File Organization & File Formats
You may have planned your data management strategy down to the last detail and cleared all of the ethical issues and intellectual property rights, but if you don't organise your data properly on a day-to-day basis, there is always a risk that you won't be able to find things when you need them. Take a look at the software and web services available to you. It's worth investing a little time ensuring that you are using the most appropriate tools for structuring and working with the information you are gathering. Colleagues can be a useful source of recommendations - ask them what they use.
- It's generally useful to aim for file names which are concise, but informative - it makes life easier if you can tell what's in a file without having to open it.
- Similarly, being consistent in your file naming practices will make it easier to locate the file you want. Within a research group, you may want to agree on file naming conventions early on in the project
- Operating systems usually default to sorting files alphabetically, so it can be helpful to think about what comes at the start of the file name - is it more useful to order the files by date, by author, or by subject, for example?
- If you have multiple versions or drafts of a file, it can also be useful to include a version number in the file name - this makes it straightforward to see which copy is the most recent one. Oxford University's Research Skills Toolkit offers a fact-sheet on file naming.
- Your intended software of analysis may require a particular file format, as well as the particular archive into which you intend to deposit.
- Please check with your colleagues and the published datasets in your field. Is there a file format most often used them, and is there a good reason for this choice?
- Please also consider that file formats and standards are in constant flux. File formats of today may not be readable by the software of tomorrow. To minimize this risk, if possible please choose a format that is open, or one that is well known and used. The owner of this file format, and other software makers, willl most likely have developed many conversions from this format to others.
- Some examples: SPSS portable (.por) is open, although SPSS (.sav) is proprietary. JPEG is lossy (ie image data is lost), while TIFF version 6 uncompressed is considered archival quality. However in this last example, if images were originally created in JPEG, nothing is gained by converting them to TIFF, and therefore should be stored in JPEG. Microsoft Office formats prior to Office 2007 were closed. Office 2007 introduced the Office Open XML file formats (.docx, .xlsx, etc). These formats are considered open, and freely convertible to other formats.
- Open formats include,
- PNG — a raster image format standardized by ISO/IEC
- FLAC — lossless audio codec
- WebM — a video/audio container format
- HTML — HyperText Markup Language (HTML) is the main markup language for creating web pages and other information that can be displayed in a web browser.
- gzip — for compression
- CSS — style sheet format usually used with (X)HTML, standardized by W3C
- Closed proprietary formats include,
- CDR – CorelDraw's native format primarily used for vector graphic drawings
- DWG – AutoCAD drawing
- PSD – Adobe Photoshop's native image format
- RAR – archive and compression file format owned by Alexander L. Roshal
- WMA – a closed format, owned by Microsoft
- After considering open formats, you may still have good reasons for choosing a closed or proprietary file format for your research. The HKU Scholars Hub will store any format and commit to preservation at bit level. This means that after some years in the future, although the stored data is still viable, the software and platform to read it may no longer be available. Upon deposit of data, you may then wish to consider depositing data in the original closed format, but also converting and depositing in an open format that has more potential of weathering the future. The UK Data Archive shows formats they consider acceptable for sharing, reuse and preservation (middle column of table).

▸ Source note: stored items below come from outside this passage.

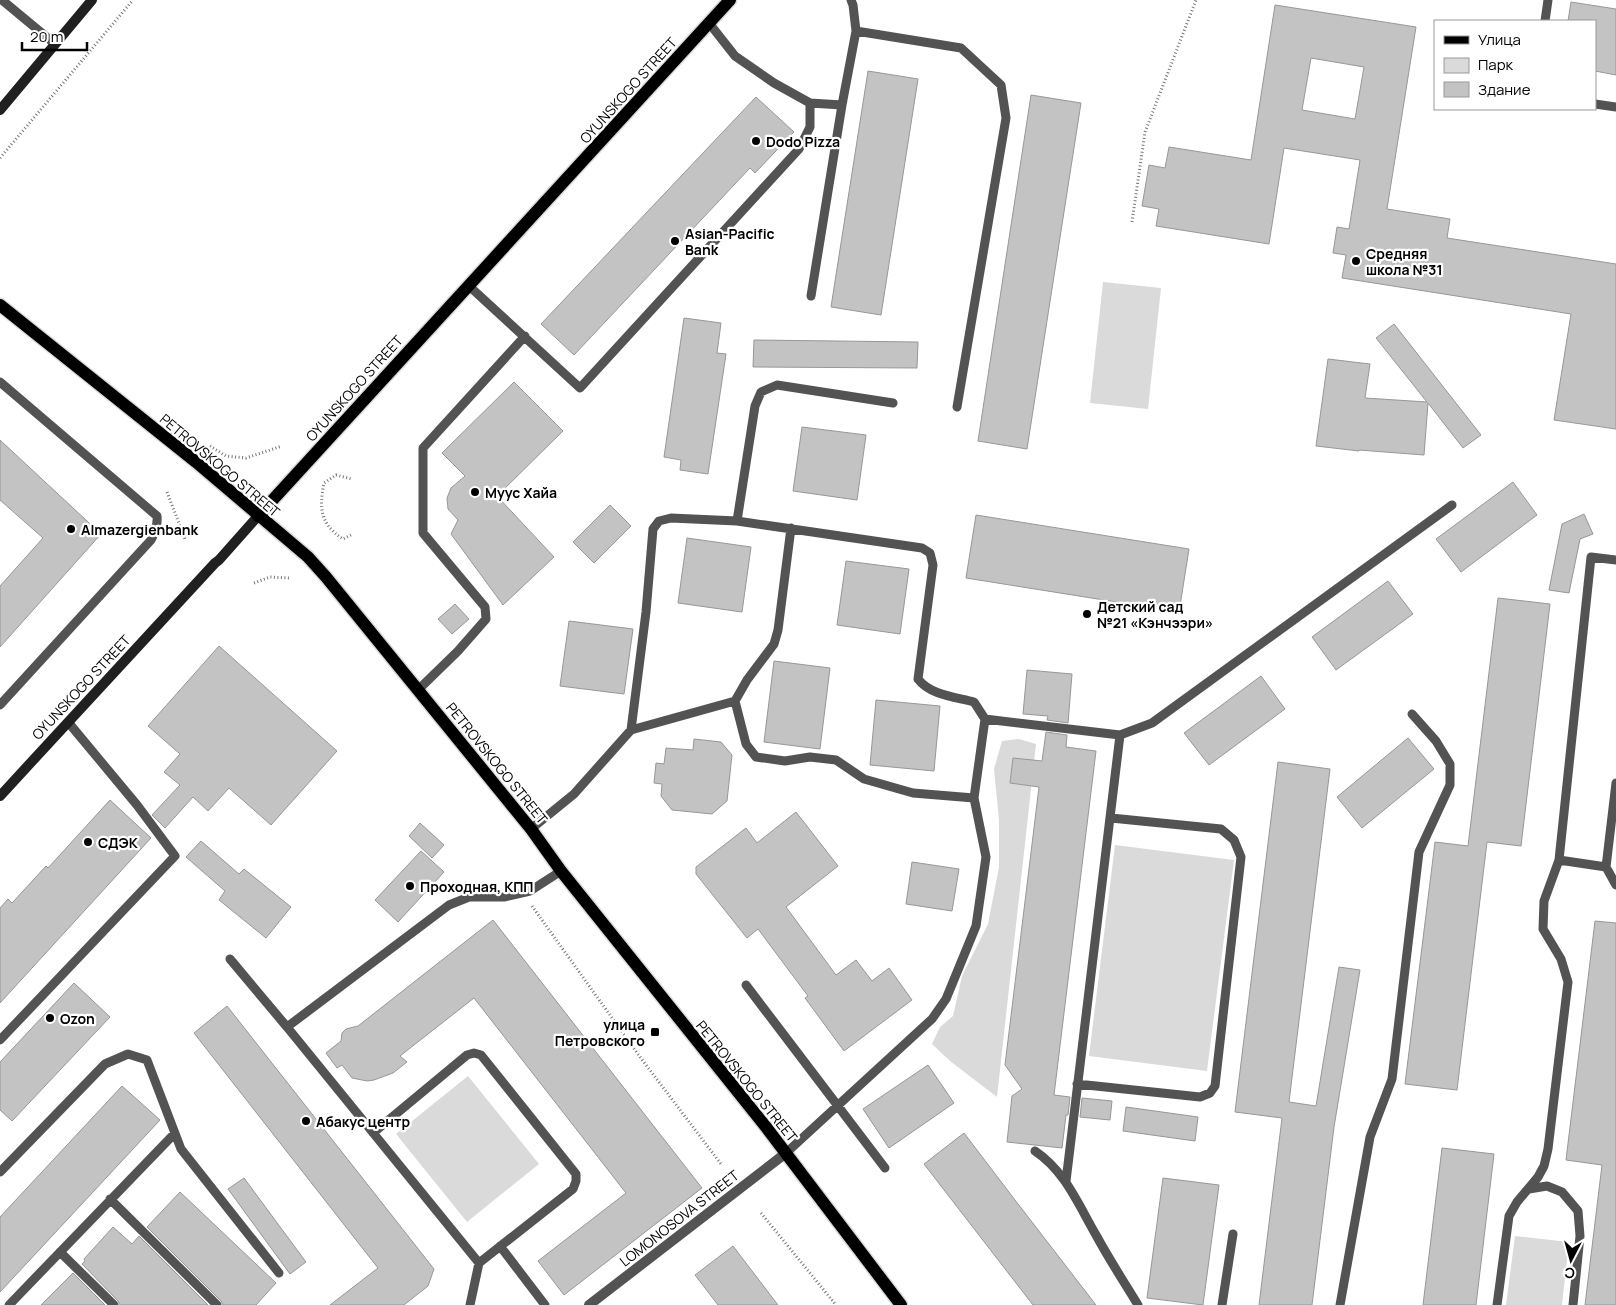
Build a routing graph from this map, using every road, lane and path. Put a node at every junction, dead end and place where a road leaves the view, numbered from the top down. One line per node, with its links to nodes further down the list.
1 (2, 0): 11 (lane)
2 (92, 0): 11 (main road)
3 (133, 0): 17 (path)
4 (730, 0): 9 (main road, OYUNSKOGO STREET)
5 (851, 0): 10 (lane)
6 (1196, 0): 18 (path)
7 (1548, 0): 8 (lane)
8 (1545, 20)
9 (709, 23): 12 (lane); 19 (main road, OYUNSKOGO STREET)
10 (856, 31): 13 (lane); 25 (lane)
11 (55, 44): 16 (main road)
12 (810, 103): 13 (lane); 22 (lane)
13 (842, 104): 20 (lane)
14 (1596, 104): 15 (lane)
15 (1616, 107)
16 (0, 110)
17 (0, 158)
18 (1132, 222)
19 (469, 286): 22 (lane); 31 (main road, OYUNSKOGO STREET)
20 (811, 296)
21 (0, 305): 31 (main road, PETROVSKOGO STREET)
22 (525, 336): 39 (lane)
23 (0, 382): 41 (lane)
24 (894, 403): 32 (lane)
25 (957, 407)
26 (210, 446): 27 (path)
27 (282, 446)
28 (352, 480): 34 (path)
29 (167, 492): 35 (path)
30 (1452, 505): 46 (lane)
31 (258, 516): 39 (main road, PETROVSKOGO STREET); 44 (main road, OYUNSKOGO STREET)
32 (737, 521): 33 (lane); 45 (lane)
33 (791, 528): 40 (lane); 43 (lane)
34 (352, 535)
35 (185, 539)
36 (1616, 560): 52 (lane)
37 (289, 578): 38 (path)
38 (254, 583)
39 (419, 689): 51 (main road, PETROVSKOGO STREET)
40 (735, 701): 45 (lane); 49 (lane)
41 (0, 704)
42 (1412, 714): 89 (lane)
43 (985, 719): 46 (lane); 49 (lane)
44 (68, 722): 48 (main road, OYUNSKOGO STREET); 60 (lane)
45 (631, 730): 51 (lane)
46 (1120, 735): 50 (lane)
47 (1616, 783): 53 (lane)
48 (0, 796)
49 (974, 798): 62 (lane)
50 (1111, 818): 61 (lane); 61 (lane)
51 (531, 829): 54 (main road, PETROVSKOGO STREET)
52 (1559, 860): 53 (lane); 71 (lane)
53 (1606, 867): 55 (lane)
54 (561, 872): 56 (lane); 66 (main road, PETROVSKOGO STREET)
55 (1616, 885)
56 (522, 893): 59 (lane); 67 (path)
57 (230, 959): 59 (lane)
58 (746, 985): 62 (lane)
59 (287, 1027): 64 (lane)
60 (0, 1040)
61 (1077, 1084): 70 (lane)
62 (838, 1105): 66 (lane); 68 (lane)
63 (174, 1133): 69 (lane); 72 (lane); 78 (lane)
64 (373, 1133): 75 (lane); 77 (lane)
65 (1035, 1151): 70 (lane)
66 (786, 1153): 84 (street, LOMONOSOVA STREET); 86 (main road, PETROVSKOGO STREET)
67 (721, 1164)
68 (885, 1168)
69 (0, 1172)
70 (1066, 1181): 87 (lane)
71 (1529, 1189): 90 (lane); 91 (lane)
72 (110, 1199): 76 (lane); 81 (lane)
73 (761, 1213): 85 (path)
74 (1233, 1234): 88 (lane)
75 (500, 1246): 77 (lane); 83 (lane)
76 (60, 1252): 79 (lane); 80 (lane)
77 (479, 1263): 82 (lane)
78 (279, 1273)
79 (9, 1305)
80 (114, 1305)
81 (217, 1305)
82 (470, 1305)
83 (546, 1305)
84 (590, 1305)
85 (836, 1305)
86 (901, 1305)
87 (1138, 1305)
88 (1222, 1305)
89 (1340, 1305)
90 (1498, 1305)
91 (1573, 1305)

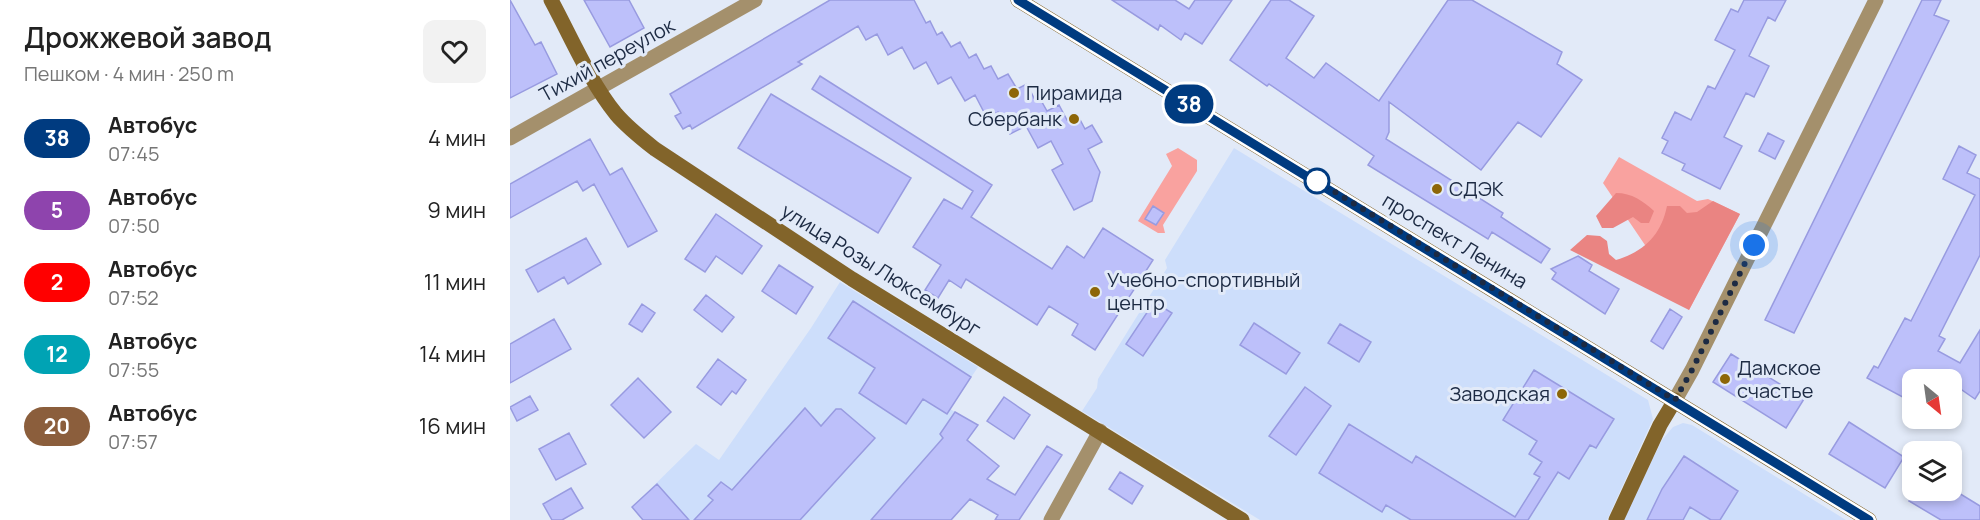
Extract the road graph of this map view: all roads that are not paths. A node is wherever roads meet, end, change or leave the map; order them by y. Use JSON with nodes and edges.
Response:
{"nodes":[{"id":1,"x":550,"y":0,"type":"edge"},
{"id":2,"x":755,"y":0,"type":"edge"},
{"id":3,"x":1018,"y":0,"type":"edge"},
{"id":4,"x":1876,"y":0,"type":"edge"},
{"id":5,"x":600,"y":88,"type":"junction"},
{"id":6,"x":510,"y":138,"type":"edge"},
{"id":7,"x":1675,"y":400,"type":"junction"},
{"id":8,"x":1100,"y":431,"type":"junction"},
{"id":9,"x":1051,"y":520,"type":"edge"},
{"id":10,"x":1242,"y":520,"type":"edge"},
{"id":11,"x":1616,"y":520,"type":"edge"},
{"id":12,"x":1869,"y":520,"type":"edge"}],
"edges":[{"from":1,"to":5,"type":"street","name":"улица Розы Люксембург"},
{"from":2,"to":5,"type":"street","name":"Тихий переулок"},
{"from":3,"to":7,"type":"street","name":"проспект Ленина"},
{"from":4,"to":7,"type":"street"},
{"from":5,"to":6,"type":"street","name":"Тихий переулок"},
{"from":5,"to":8,"type":"street","name":"улица Розы Люксембург"},
{"from":7,"to":11,"type":"street"},
{"from":7,"to":12,"type":"street","name":"проспект Ленина"},
{"from":8,"to":9,"type":"street"},
{"from":8,"to":10,"type":"street","name":"улица Розы Люксембург"}]}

- For unknown file formats, please check the FileInfo registry to find software that can run this format, and see reviews of those software.
- Most operating systems default to a hierarchical file structure - files inside folders, which may be nested inside other folders. This great if your material can easily be grouped into relatively discrete categories.
- In planning a hierarchical folder structure, aim for a balance between breadth and depth - so no one category gets too big, but also so that you don't have to click through endless folders to find a file.
- In some cases, it may be more helpful to use a tag-based system - where each file is assigned one or more tags, or labels. This makes it easier to have overlapping categories, and files can be categorised in multiple ways simultaneously (by subject, by author, and by the project it relates to, for example).
- The more recent versions of the Windows and Mac operating systems both allow you to add tags to files; file tagging software is also available.
- It's worth taking time every now and then to reassess your folder or tag structure, perhaps moving old, unused items to a folder called 'Archive' or something similar so they don't clutter up the screen.
- Oxford University's The Research Skills Toolkit offers articles on organising research material , including fact-sheets on choosing an organisational system , and on using shortcuts and hyperlinks as ways of connecting related material within a hierarchical system.
Acknowledgement: Adapted from Oxford University's Research Data Oxford pages.